[Start of Attachment]

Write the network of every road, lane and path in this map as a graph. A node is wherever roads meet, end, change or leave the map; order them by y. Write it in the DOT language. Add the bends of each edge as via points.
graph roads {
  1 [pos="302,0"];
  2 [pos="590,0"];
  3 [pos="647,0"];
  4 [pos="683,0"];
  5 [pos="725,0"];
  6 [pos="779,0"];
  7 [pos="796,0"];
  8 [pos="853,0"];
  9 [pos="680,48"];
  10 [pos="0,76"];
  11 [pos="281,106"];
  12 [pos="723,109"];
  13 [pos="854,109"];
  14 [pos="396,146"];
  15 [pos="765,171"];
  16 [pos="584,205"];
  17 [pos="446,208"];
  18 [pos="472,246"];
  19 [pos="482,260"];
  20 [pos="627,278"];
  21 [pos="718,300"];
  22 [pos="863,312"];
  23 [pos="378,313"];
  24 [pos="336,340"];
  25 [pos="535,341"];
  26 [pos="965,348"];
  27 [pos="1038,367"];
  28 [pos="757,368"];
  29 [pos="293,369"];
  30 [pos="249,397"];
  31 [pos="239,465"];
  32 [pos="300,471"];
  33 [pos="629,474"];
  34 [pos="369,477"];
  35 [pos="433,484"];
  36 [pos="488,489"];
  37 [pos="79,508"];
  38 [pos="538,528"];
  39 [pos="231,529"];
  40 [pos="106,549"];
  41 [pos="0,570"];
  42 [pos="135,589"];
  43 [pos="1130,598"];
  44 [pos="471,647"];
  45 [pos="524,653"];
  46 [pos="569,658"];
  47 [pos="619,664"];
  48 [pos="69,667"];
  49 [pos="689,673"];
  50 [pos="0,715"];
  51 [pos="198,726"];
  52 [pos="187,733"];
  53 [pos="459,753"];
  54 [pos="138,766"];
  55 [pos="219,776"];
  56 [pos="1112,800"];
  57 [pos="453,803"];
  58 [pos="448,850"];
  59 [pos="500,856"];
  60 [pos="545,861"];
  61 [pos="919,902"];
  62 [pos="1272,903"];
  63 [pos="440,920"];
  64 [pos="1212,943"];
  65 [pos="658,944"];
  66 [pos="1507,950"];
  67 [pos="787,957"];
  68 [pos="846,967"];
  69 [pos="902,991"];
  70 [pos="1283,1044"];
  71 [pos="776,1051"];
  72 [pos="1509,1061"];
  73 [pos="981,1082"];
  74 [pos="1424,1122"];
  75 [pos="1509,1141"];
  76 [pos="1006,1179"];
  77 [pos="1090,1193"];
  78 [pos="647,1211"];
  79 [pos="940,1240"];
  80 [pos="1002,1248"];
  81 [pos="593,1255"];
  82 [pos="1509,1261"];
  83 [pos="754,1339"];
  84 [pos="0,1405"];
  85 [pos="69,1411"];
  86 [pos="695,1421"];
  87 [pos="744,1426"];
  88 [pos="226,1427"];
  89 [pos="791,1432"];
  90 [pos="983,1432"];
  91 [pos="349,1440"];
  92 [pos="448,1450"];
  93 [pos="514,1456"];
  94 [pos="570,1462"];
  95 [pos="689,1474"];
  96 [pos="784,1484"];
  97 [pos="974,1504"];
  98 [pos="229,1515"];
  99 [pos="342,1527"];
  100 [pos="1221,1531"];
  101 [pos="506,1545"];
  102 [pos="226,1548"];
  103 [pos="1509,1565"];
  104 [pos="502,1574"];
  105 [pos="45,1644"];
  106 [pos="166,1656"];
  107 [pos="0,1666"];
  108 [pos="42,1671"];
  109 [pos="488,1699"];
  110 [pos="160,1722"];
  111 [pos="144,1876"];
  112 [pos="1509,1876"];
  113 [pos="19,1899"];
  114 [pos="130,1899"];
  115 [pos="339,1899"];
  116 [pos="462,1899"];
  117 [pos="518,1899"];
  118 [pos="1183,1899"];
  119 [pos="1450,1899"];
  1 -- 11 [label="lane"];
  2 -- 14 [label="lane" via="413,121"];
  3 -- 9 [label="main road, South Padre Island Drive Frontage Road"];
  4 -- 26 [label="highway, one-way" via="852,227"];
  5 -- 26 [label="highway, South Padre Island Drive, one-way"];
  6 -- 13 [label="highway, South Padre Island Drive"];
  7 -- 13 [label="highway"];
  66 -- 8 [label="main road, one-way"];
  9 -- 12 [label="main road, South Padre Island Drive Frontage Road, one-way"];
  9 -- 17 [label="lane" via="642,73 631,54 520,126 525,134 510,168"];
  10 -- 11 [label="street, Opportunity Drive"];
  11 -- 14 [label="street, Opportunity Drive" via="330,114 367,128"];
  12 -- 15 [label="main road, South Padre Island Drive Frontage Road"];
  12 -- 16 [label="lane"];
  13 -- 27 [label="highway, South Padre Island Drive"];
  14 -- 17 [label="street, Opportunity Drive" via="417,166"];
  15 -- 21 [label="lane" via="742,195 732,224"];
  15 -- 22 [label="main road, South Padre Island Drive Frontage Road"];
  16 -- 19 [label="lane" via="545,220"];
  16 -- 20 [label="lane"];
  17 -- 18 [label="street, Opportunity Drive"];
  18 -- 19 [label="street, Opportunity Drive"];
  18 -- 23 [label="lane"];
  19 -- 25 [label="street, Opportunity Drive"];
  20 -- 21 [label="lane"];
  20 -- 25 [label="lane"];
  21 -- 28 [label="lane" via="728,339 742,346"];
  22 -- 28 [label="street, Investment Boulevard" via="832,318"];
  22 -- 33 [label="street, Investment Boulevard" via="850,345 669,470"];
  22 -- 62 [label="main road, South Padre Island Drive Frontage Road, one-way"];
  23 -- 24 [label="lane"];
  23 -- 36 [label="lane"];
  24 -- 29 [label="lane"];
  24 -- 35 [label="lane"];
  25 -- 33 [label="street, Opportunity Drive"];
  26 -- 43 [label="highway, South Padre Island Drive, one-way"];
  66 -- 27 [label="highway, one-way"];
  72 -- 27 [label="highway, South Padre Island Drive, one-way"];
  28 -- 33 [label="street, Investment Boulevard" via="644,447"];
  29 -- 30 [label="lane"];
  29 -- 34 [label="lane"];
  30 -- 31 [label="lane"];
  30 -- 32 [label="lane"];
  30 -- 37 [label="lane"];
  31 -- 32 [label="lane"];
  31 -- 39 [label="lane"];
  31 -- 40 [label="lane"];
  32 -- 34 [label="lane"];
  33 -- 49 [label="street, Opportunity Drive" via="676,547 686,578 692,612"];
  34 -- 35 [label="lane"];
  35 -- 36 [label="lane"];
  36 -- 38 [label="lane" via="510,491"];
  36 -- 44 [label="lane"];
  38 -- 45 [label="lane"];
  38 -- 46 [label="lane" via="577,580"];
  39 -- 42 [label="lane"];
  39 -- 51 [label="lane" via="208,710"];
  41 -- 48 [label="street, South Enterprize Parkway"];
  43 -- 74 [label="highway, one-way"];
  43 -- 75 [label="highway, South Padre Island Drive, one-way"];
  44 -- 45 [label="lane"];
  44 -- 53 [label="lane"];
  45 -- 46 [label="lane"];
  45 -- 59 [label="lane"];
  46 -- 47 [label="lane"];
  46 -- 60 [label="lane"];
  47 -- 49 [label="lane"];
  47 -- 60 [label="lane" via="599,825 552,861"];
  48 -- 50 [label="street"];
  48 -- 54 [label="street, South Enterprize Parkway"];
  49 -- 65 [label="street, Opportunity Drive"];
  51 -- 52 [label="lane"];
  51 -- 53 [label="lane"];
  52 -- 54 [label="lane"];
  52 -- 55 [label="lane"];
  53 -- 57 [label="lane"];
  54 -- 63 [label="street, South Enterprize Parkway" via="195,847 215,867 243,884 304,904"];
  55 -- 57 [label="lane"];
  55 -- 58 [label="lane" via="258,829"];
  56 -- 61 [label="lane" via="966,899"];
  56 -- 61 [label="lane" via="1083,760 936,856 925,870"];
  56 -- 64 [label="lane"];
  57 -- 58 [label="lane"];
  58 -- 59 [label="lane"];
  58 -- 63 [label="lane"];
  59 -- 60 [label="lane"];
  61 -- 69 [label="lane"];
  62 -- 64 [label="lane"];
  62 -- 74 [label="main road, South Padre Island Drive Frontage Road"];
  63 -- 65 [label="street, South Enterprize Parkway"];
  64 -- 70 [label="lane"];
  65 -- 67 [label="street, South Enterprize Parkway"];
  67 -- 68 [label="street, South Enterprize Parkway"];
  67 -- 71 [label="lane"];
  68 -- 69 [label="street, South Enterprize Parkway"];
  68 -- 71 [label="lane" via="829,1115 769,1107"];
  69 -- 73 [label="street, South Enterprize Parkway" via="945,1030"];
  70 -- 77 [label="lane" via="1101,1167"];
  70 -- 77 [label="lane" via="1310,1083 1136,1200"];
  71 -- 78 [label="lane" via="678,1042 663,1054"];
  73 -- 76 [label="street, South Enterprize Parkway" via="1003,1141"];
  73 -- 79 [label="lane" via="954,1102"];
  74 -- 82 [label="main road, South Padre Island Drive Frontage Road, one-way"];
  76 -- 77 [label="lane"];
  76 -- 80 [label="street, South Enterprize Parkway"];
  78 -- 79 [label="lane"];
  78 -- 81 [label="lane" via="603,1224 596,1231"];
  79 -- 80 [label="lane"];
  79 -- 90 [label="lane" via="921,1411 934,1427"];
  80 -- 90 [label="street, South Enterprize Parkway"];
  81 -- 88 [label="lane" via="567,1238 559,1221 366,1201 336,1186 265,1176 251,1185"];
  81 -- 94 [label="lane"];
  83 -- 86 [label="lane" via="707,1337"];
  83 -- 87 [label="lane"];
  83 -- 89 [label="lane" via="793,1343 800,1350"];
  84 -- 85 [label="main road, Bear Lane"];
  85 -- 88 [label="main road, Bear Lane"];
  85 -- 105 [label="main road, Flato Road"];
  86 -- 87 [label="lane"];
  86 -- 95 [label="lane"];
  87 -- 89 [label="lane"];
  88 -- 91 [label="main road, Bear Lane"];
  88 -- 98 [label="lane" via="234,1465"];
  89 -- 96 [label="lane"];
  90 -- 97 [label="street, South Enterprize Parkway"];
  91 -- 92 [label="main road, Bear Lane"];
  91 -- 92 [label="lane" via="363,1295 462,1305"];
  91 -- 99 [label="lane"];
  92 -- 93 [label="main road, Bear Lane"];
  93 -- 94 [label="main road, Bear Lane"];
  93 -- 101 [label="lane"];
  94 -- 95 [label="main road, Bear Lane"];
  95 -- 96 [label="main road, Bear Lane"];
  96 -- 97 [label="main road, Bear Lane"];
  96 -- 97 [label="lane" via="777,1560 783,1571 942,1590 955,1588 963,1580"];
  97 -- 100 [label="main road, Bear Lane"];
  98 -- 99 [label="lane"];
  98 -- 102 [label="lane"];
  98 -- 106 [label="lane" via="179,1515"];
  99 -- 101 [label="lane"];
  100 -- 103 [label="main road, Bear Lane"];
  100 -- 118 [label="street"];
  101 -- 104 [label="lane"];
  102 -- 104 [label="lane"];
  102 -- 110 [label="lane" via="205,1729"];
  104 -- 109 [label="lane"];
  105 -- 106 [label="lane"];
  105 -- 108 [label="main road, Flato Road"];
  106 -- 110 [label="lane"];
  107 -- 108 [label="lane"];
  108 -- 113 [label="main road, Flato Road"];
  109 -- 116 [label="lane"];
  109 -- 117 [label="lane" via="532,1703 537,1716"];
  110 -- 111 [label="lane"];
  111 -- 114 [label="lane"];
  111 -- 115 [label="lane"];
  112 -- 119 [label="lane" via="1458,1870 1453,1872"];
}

[End of Attachment]

WORK REQUIRED | How many lines in the entries include the string "Opportunity"? Answer with the number alone.

ANSWER BOX | 9